City scribblers were betting that the Bradford-based supermarket Morrisons' assault on London and the South-east hasn't gone to plan.
Morrisons had hoped its march on the South and new stores with "fresh formats" could help it to compete with rivals. But Barclays scribes are less than impressed, and cut their target price on the stock to 295p, from 320p, ahead of its half-year results on Thursday. Other analysts chatter that there could be further downgrades after the interims next week.
Morrisons, down 1p at 280p, has been losing market share. Nielsen data on British food retailers for the month to 18 August revealed it has underperformed the sector with 1.5 per cent sales growth, behind rivals. Heavy discounting in the shape of vouchers at other chains has hit the Yorkshire company hard.
The chief executive, Dalton Philips, has been trying to work his magic, with new formats and ideas, and even bought a children's website, Kiddicare.
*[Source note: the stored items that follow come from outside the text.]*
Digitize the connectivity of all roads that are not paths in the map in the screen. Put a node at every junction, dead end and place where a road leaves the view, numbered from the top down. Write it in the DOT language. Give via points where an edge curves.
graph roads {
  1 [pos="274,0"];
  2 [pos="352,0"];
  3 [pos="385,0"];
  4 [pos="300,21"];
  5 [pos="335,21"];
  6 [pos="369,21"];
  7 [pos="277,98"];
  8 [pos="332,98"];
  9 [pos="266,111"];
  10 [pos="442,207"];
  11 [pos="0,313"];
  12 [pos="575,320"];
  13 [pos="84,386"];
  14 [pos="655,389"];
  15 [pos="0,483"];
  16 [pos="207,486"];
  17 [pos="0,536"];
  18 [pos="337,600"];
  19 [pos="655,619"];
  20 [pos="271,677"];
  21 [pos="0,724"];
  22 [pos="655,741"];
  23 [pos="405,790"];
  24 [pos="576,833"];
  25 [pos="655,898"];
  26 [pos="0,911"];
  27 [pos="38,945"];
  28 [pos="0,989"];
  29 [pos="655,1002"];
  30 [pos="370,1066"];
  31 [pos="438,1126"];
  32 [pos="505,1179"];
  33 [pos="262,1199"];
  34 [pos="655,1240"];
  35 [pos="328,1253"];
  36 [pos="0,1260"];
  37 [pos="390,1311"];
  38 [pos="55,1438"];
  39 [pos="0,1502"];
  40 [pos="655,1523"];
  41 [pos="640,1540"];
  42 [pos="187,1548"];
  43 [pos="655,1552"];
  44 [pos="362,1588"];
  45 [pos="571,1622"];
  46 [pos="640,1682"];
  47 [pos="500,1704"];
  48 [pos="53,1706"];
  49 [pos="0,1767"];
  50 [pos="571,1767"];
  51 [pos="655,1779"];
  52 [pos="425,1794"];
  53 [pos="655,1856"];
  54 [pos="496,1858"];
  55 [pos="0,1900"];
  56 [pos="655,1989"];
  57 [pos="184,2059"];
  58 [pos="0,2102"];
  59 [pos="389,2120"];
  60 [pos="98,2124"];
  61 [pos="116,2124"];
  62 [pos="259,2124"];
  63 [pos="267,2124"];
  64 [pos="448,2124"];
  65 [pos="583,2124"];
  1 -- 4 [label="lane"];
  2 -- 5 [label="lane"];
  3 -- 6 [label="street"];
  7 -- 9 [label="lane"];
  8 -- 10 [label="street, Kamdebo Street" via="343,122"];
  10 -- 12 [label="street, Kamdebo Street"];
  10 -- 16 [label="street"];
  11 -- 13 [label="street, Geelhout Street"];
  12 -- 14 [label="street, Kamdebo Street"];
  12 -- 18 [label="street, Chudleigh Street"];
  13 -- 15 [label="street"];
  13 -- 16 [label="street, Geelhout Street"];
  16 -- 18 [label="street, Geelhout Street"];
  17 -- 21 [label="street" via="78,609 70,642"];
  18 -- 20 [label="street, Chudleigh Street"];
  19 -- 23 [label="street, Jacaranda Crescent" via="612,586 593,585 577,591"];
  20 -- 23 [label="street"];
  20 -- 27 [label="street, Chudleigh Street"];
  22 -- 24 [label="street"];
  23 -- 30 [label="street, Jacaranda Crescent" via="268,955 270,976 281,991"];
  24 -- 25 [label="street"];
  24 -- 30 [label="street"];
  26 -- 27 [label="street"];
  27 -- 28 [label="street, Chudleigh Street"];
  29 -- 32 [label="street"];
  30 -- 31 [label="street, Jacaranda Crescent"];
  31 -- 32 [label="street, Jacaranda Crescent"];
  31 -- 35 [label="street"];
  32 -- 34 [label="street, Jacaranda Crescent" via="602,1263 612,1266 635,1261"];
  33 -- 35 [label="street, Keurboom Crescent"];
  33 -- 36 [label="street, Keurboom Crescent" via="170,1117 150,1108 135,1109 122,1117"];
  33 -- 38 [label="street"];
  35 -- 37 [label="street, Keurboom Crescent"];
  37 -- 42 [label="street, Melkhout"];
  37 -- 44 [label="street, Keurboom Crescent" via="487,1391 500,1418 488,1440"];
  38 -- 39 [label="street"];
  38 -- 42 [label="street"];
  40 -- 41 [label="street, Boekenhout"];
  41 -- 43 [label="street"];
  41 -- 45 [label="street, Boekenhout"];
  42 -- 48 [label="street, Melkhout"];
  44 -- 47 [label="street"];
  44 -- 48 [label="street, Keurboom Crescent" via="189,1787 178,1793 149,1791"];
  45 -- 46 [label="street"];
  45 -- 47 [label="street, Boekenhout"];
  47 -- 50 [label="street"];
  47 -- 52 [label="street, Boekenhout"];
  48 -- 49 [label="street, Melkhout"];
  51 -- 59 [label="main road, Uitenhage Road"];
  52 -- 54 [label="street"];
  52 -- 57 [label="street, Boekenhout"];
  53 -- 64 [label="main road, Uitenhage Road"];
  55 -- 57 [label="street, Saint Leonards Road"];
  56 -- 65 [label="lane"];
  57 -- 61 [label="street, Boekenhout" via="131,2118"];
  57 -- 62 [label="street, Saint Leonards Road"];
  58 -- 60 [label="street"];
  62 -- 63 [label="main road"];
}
But Barclays' James Anstead said: "Recently unveiled initiatives have not had the effect one might have hoped for, and the turning point is not immediately obvious. But we think that management will emphasise the many ongoing initiatives – and we expect consensus estimates to be trimmed rather than slashed."
The FTSE 100, which has been down for most of the week, picked up 8 points and closed at 5711.5. The small gains made on the index during the morning were mostly lost during afternoon trade, when the speech from the US Fed chairman, Ben Bernanke, delivered what analysts had expected. Mr Bernanke admitted he is open to the possibility of further stimulus to promote growth, but he would not commit to action.
News from France helped the luxury Brit brand Burberry to sashay up 25p to 1353p on the back of a stonking performance from its more upmarket rival Hermès in Asia.
After heavy falls in mining stocks earlier in the week, the sector began a recovery of sorts and the Glenstrata saga rolled on. The proposed merger of the commodities trader Glencore and miner Xstrata, which looks all but dead, won new opposition when the activist investor Knight Vinke became the first to call for a shake-up of the Xstrata board if a deal did not proceed.
The fund, which owns 0.5 per cent of Xstrata (up 51.2p to 952.2p), reiterated its opposition to the current deal on the table. The statement came after 12 per cent shareholder Qatar Holdings confirmed it will vote against the merger next week. Glencore topped the leaderboard and advanced 27.6p to 385.1p, with some analysts still keen on the stocks even if the inevitable happens and the deal gets buried.
Moving to the mid caps, the miner New World Resources perked up after reaching a new year low the previous day. The stock edged up 2p to 270.9p, accompanied by a rumour that it was in talks to buy a coal-burning plant called Detmarovice from the Czech electricity company CEZ. CEZ is selling assets to appease regulators.
Meanwhile Aim-listed Beowulf Mining (not to be confused with California's thrash metal band Beowülf) revealed that its losses widened in the six months to July to £386,955. But good news of discoveries of some high-grade iron at Kallak North in Sweden sent its shares up 0.25p to 9.75p.
Cape's chairman, Tim Eggar, a former Energy minister, piled into his own company and snapped up another 12,000 shares at 229p. The energy services company was up for the second day running, following its half-year results on Thursday. The shares spurted up another 12.4p to 242.4p.
The former Yell Group, now strangely called Hibu, got a waiver on debt conditions from its lenders as part of its ongoing restructuring and its shares moved up just 0.2p to 1.2p.
The serviced office group Regus has been on a good run since it posted a 133 per cent pre-tax profits rise on Wednesday. Its shares charged up 6.6p to 104.1p yesterday.
The small-cap back-office outsourcing firm XChanging was also in favour. It has risen steadily since the beginning of the month, when it posted impressive first half results, and it gained another 5p to 115p yesterday.